I’m walking home from the Red Cross building, where I spent the day out front answering questions about blood donations, volunteer opportunities, etc. It was tiring but enjoyable. It’s really nice to have had something to do besides watch the news all day.
I spent the morning in a Disaster Relief Training session, where a Red Cross Air Incident Response team member spent four hours putting four hundred people through three courses that usually take eighteen hours: Introduction to Disaster Assistance, Shelter Operations, and Mass Care. I was surprised to learn that the Red cross normally responds to eight to fifteen incidents per day in the New York City area, all with a small staff and just six hundred volunteers. I also got the feeling that the Red Cross is grateful to the thousands of people filling out Spontaneous Volunteer applications, but that we weren’t really that useful — we’ll help the most by coming back several weeks or several months from now and doing unglamorous work after the rubble has been cleared. The Red Cross is being remarkably non-passive-aggressive about it, but I get the feeling that they don’t want to waste too much time training hundreds of people that will only be available to help for a few days. Even though I’ve volunteered for them for two days, I still kind of feel that they’ve invested more in me than I’ve given back, and I plan on sticking around and helping out later on until the balance is at least equal.
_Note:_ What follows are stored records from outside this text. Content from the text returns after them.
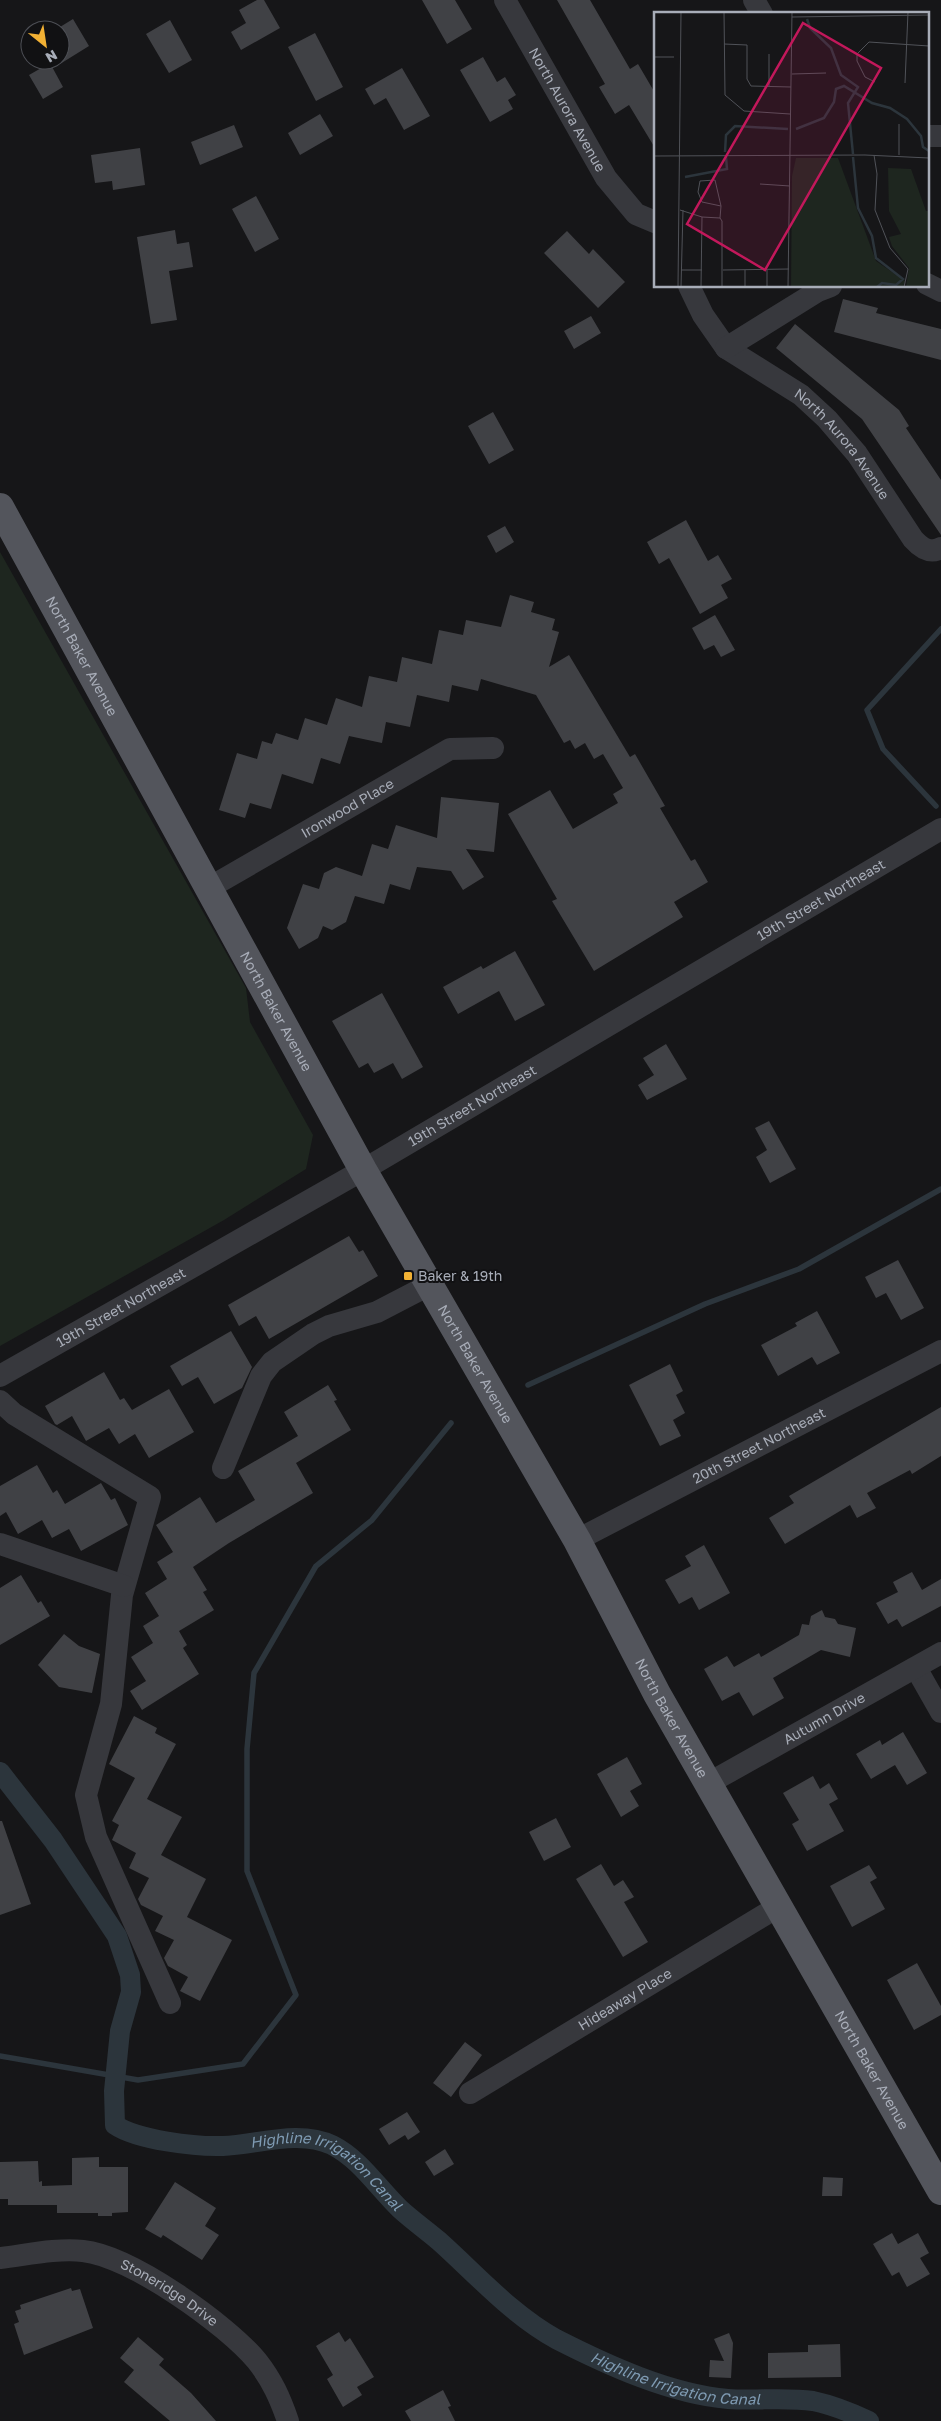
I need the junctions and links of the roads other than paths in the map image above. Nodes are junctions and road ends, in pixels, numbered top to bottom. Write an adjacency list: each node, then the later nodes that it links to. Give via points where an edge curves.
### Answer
1 (505, 0): 6 (street, North Aurora Avenue, via 606,178)
2 (754, 0): 3 (street)
3 (761, 12)
4 (928, 136): 5 (street)
5 (941, 136)
6 (646, 218)
7 (928, 284): 10 (street)
8 (690, 288): 11 (street, North Aurora Avenue, via 703,315)
9 (826, 288): 11 (street)
10 (941, 291)
11 (726, 348): 13 (street, North Aurora Avenue, via 801,395 827,419 857,454 913,539 922,548 935,551)
12 (0, 508): 16 (main road, North Baker Avenue)
13 (941, 548)
14 (493, 748): 16 (street, Ironwood Place, via 450,749)
15 (941, 829): 17 (street, 19th Street Northeast)
16 (207, 889): 17 (main road, North Baker Avenue)
17 (363, 1170): 18 (main road, North Baker Avenue); 20 (street, 19th Street Northeast)
18 (429, 1285): 22 (street, via 377,1312 329,1326 272,1362 261,1376); 23 (main road, North Baker Avenue)
19 (941, 1351): 23 (street, 20th Street Northeast)
20 (0, 1376)
21 (0, 1401): 25 (street, via 14,1414 150,1497)
22 (223, 1468)
23 (577, 1540): 29 (main road, North Baker Avenue, via 657,1694)
24 (0, 1544): 25 (street)
25 (124, 1586): 31 (street, via 112,1704 86,1795 96,1838)
26 (941, 1653): 27 (street, Autumn Drive)
27 (916, 1668): 28 (street); 29 (street, Autumn Drive)
28 (941, 1712)
29 (709, 1783): 30 (main road, North Baker Avenue)
30 (779, 1906): 32 (street, Hideaway Place); 33 (main road, North Baker Avenue)
31 (170, 2003)
32 (470, 2093)
33 (941, 2191)
34 (0, 2258): 35 (street, Stoneridge Drive, via 82,2251 106,2256 146,2275 214,2321 256,2360 277,2390)
35 (288, 2421)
Today, the competition for jobs was intense. Out of an auditorium holding four hundred volunteers, there were requests for 24 standby workers for shelter shifts. John McGee, the volunteer coordinator, started to cut down on the number of hands for spots by calling for volunteers only born in randomly chosen months. That worked for about ten seconds, until all the type “A” advertising executives and marketers in the room started looking around shiftily and getting to their feet. “Sure, I was born in October! Sign me up!” On the way out, I spotted a woman with a clipboard looking for people to answer questions, and insinuated myself into the line.
The cops on Broadway and Houston weren’t gonna let me home last night. There are cordons across 14th street, and another more aggressive one across Houston. The cops are only supposed to let through area residents; you have to show your drivers’ license to get past them. New Yorkers never, ever, get their drivers’ licenses updated, though, when they move from wherever it was they lived last, so most people still have their California or Montana licences from fifteen years ago. Lots of folks are showing utility bills or paystubs instead.
When I got to Broadway and Houston on Tuesday night, the cops were agitated, swapping hostile-civilian stories.
“So this one lady holds up her cell phone and says to me, ‘…Tell Channel Two News that you won’t let me home!'”
“…So what did you tell her?”
“I took the phone and I said, ‘She can’t go home!”
I walked up to them and I asked if I could cross. They told me I couldn’t, that the city below Houston was under martial law, that the concrete dust would damage my cornea. So I walked to Mulberry street and the cops there checked my license and let me through. My apartment was just fine, though there’s an acrid, plasticy smell in the air from the huge fires.
Funnily enough, the roadblocks have created a macabre downtown velvet-rope party. The few people on the streets are looking at each other, thinking “okay, so you actually live here, and you live here…” Funnily enough, the people still around aren’t the beutiful ones. All the lean, seven-foot-tall fashion mutants that you see all the time on Spring street are not in evidence. They must have come from Jersey.
Mulberry street was supposed to host the Feast of San Genarro this week. There are decorations stretched across the street, and carnival trucks parked in ranks from Canal street to Houston, but every one of them is shuttered, and the street is empty.